■ TASK STATEMENT
Determine how many lines in the records hold "middle", then give that number by itself.

■ DATASET EXTRACT
Segment Open

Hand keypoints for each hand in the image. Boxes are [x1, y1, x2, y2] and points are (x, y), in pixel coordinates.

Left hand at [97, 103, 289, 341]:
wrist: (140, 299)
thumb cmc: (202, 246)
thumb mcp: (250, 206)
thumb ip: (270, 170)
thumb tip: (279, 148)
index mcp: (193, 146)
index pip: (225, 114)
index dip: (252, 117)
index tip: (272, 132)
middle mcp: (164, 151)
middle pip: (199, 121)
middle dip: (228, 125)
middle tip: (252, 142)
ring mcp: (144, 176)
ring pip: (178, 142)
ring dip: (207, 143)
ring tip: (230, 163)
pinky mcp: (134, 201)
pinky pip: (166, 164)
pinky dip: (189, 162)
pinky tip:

Segment Closed

■ RESPONSE
4